April 11, 1950 (Seattle) – August 6, 2025 (Birch Bay)
I should hear him fly with the high fields
And wake to the farm forever fled from the childless land.
Oh as I was young and easy in the mercy of his means,
Time held me green and dying
Though I sang in my chains like the sea.
– Dylan Thomas, from last stanza of “Fern Hill”
Stan was the second of four children born to Doris Shoemaker Long and Stanley Samuel Long, Jr. Growing up on his grandfather’s farm south of Seattle, Stan learned to hunt, fish, camp, and garden with instinctual adeptness. He spent his fifth birthday party tending to his pea patch. In seventh grade, he began playing guitar, later forming the bands Third Edition and Stone Toothbrush at Kent-Meridian High School.
After a year at Green River Community College, Stan moved to Ellensburg to attend Central Washington University. He graduated from CWU with a BA in Philosophy in 1972 and MA in English in 1976. Notable supports for his studies include selling his treasured Goldtop Les Paul to pay tuition and meeting his future wife Diane in 1971. Stan and Diane married on August 10, 1974.
Following graduate school, Stan earned a Washington State Teaching Certificate and then taught English at Tonasket High School (1978-1992) and Ellensburg High School (1992-2007). He hadn’t intended on being a high school teacher, but he cultivated his calling through creating classrooms in which students experienced a sense of belonging and expanded creative potential. Stan loved his work.

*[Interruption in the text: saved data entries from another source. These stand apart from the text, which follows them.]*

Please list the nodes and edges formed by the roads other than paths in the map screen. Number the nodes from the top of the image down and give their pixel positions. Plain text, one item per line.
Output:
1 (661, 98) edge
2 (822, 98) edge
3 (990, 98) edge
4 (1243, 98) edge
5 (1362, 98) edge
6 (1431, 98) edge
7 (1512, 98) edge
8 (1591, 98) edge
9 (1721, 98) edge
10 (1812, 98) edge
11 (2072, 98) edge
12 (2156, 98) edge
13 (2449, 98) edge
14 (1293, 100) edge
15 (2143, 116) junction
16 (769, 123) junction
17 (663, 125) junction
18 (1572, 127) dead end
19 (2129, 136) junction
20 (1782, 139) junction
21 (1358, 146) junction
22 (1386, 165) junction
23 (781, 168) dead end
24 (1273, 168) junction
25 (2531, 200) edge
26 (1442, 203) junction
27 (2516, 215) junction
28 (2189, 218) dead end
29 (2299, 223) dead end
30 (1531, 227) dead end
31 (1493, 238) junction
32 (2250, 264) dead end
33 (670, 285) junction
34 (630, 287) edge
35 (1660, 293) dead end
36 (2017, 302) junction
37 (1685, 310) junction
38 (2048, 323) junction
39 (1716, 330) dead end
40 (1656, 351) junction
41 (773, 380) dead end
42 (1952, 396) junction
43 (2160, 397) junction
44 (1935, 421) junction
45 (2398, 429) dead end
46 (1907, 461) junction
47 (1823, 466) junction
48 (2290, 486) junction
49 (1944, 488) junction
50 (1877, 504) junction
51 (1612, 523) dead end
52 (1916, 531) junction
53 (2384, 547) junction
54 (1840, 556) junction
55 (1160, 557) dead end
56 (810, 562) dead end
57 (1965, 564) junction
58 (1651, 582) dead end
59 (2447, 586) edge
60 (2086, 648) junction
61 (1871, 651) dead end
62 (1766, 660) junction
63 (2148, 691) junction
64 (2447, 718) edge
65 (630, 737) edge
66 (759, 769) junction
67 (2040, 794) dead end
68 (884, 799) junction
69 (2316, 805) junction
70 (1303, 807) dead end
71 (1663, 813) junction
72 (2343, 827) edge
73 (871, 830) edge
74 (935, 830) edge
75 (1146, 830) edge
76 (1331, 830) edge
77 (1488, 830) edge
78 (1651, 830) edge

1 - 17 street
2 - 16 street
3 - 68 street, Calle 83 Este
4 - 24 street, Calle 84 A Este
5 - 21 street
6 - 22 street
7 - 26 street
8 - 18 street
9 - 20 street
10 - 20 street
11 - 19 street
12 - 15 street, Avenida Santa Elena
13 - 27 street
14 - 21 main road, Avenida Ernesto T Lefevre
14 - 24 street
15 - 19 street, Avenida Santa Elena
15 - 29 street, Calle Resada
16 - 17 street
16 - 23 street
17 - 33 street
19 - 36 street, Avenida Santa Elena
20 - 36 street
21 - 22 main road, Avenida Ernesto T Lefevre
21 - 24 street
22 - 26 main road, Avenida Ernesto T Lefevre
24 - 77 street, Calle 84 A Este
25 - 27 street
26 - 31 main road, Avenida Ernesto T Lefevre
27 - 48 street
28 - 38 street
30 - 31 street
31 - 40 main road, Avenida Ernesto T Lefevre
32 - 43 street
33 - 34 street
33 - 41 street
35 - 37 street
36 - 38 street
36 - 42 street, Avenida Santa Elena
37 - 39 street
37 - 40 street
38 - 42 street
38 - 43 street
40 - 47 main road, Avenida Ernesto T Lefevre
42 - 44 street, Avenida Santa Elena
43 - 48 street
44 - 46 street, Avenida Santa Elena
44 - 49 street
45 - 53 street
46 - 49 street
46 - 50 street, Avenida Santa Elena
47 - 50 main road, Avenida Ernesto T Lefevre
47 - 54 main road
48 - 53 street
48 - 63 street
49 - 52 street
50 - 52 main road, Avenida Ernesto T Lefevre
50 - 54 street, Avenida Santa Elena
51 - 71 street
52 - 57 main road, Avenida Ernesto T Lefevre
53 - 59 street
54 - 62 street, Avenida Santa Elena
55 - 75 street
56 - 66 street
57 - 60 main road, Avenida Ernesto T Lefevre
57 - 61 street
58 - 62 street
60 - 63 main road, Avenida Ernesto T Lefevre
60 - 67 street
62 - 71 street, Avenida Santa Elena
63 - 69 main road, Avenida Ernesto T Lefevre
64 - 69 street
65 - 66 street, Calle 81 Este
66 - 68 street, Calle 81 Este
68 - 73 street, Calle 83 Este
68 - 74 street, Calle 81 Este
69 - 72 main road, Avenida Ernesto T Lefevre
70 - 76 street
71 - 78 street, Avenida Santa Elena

Stan’s wide-ranging interests were reflected in his versatility within the language arts: composition, creative writing, literature, poetry, and mythology. His classroom presence included his guitar, spontaneous one-liners, and his vast knowledge of literature infused with dry hilarity. His gems of literary analysis were incisive and unexpected. May we who love Stan forever remember Freedom Rock Friday!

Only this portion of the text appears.